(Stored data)
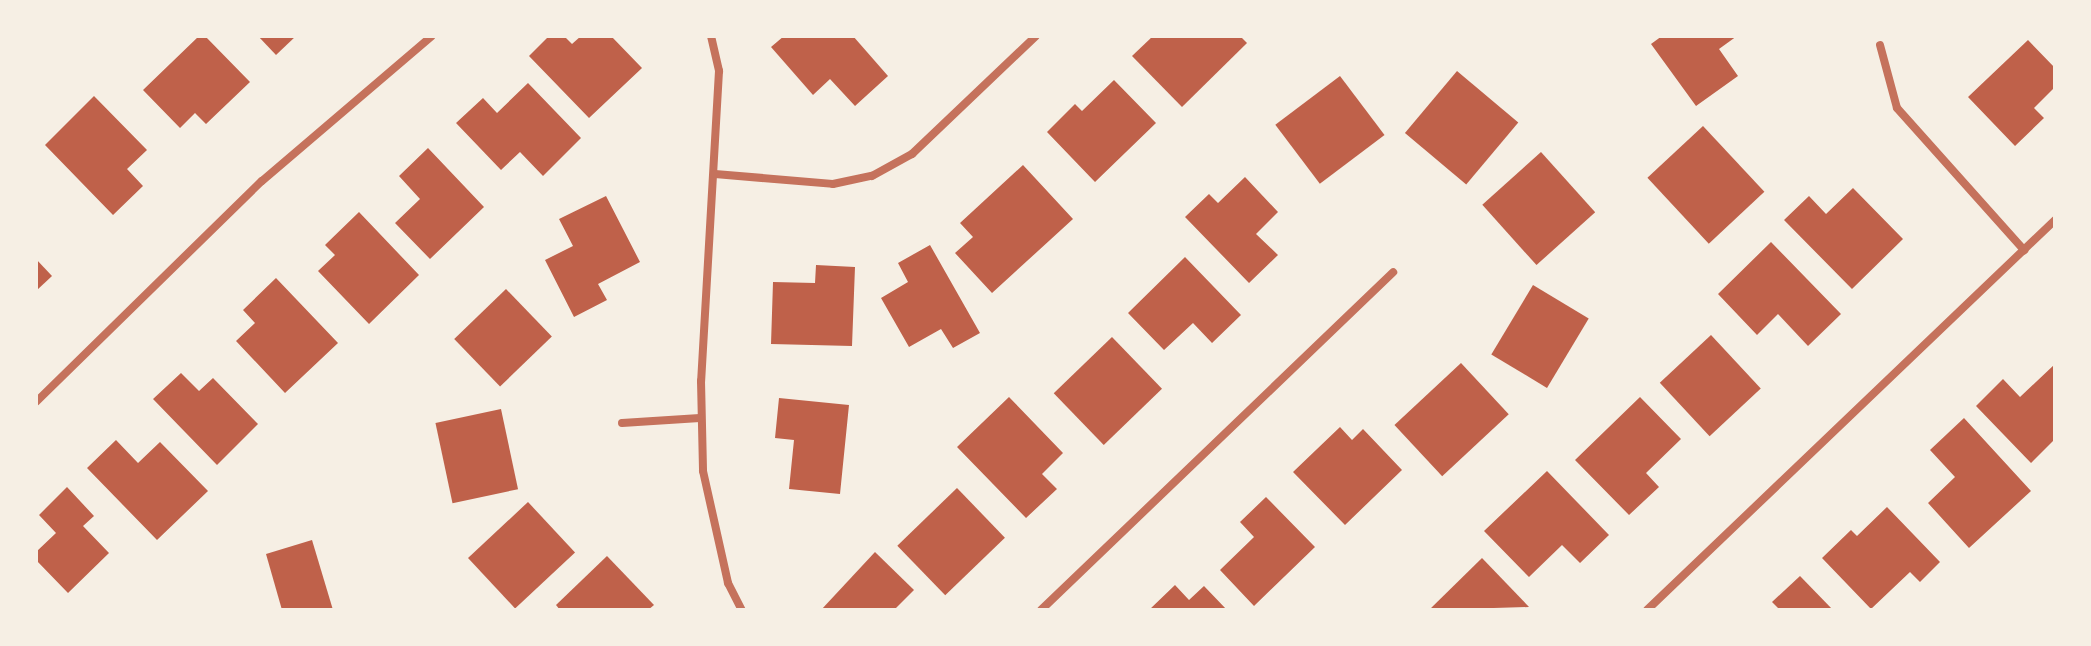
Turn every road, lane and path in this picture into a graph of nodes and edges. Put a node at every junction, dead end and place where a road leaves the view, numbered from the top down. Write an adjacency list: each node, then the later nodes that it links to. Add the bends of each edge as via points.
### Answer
1 (432, 36): 9 (street, via 262,181)
2 (711, 36): 5 (street, via 719,71)
3 (1036, 36): 5 (street, via 912,154 872,176 833,184)
4 (1880, 45): 7 (street, via 1897,108)
5 (715, 174): 10 (street)
6 (2055, 220): 7 (street)
7 (2024, 250): 14 (street)
8 (1393, 272): 13 (street)
9 (36, 402)
10 (700, 418): 11 (street); 12 (street, via 711,517 728,583)
11 (622, 423)
12 (742, 610)
13 (1041, 610)
14 (1647, 610)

● **What you need to do**: The answer is the full set of records printed exactly, less the pictures.

● **Result of the exercise**:
Turn every road, lane and path in this picture into a graph of nodes and edges. Put a node at every junction, dead end and place where a road leaves the view, numbered from the top down. Write an adjacency list: each node, then the later nodes that it links to. Add the bends of each edge as via points.
### Answer
1 (432, 36): 9 (street, via 262,181)
2 (711, 36): 5 (street, via 719,71)
3 (1036, 36): 5 (street, via 912,154 872,176 833,184)
4 (1880, 45): 7 (street, via 1897,108)
5 (715, 174): 10 (street)
6 (2055, 220): 7 (street)
7 (2024, 250): 14 (street)
8 (1393, 272): 13 (street)
9 (36, 402)
10 (700, 418): 11 (street); 12 (street, via 711,517 728,583)
11 (622, 423)
12 (742, 610)
13 (1041, 610)
14 (1647, 610)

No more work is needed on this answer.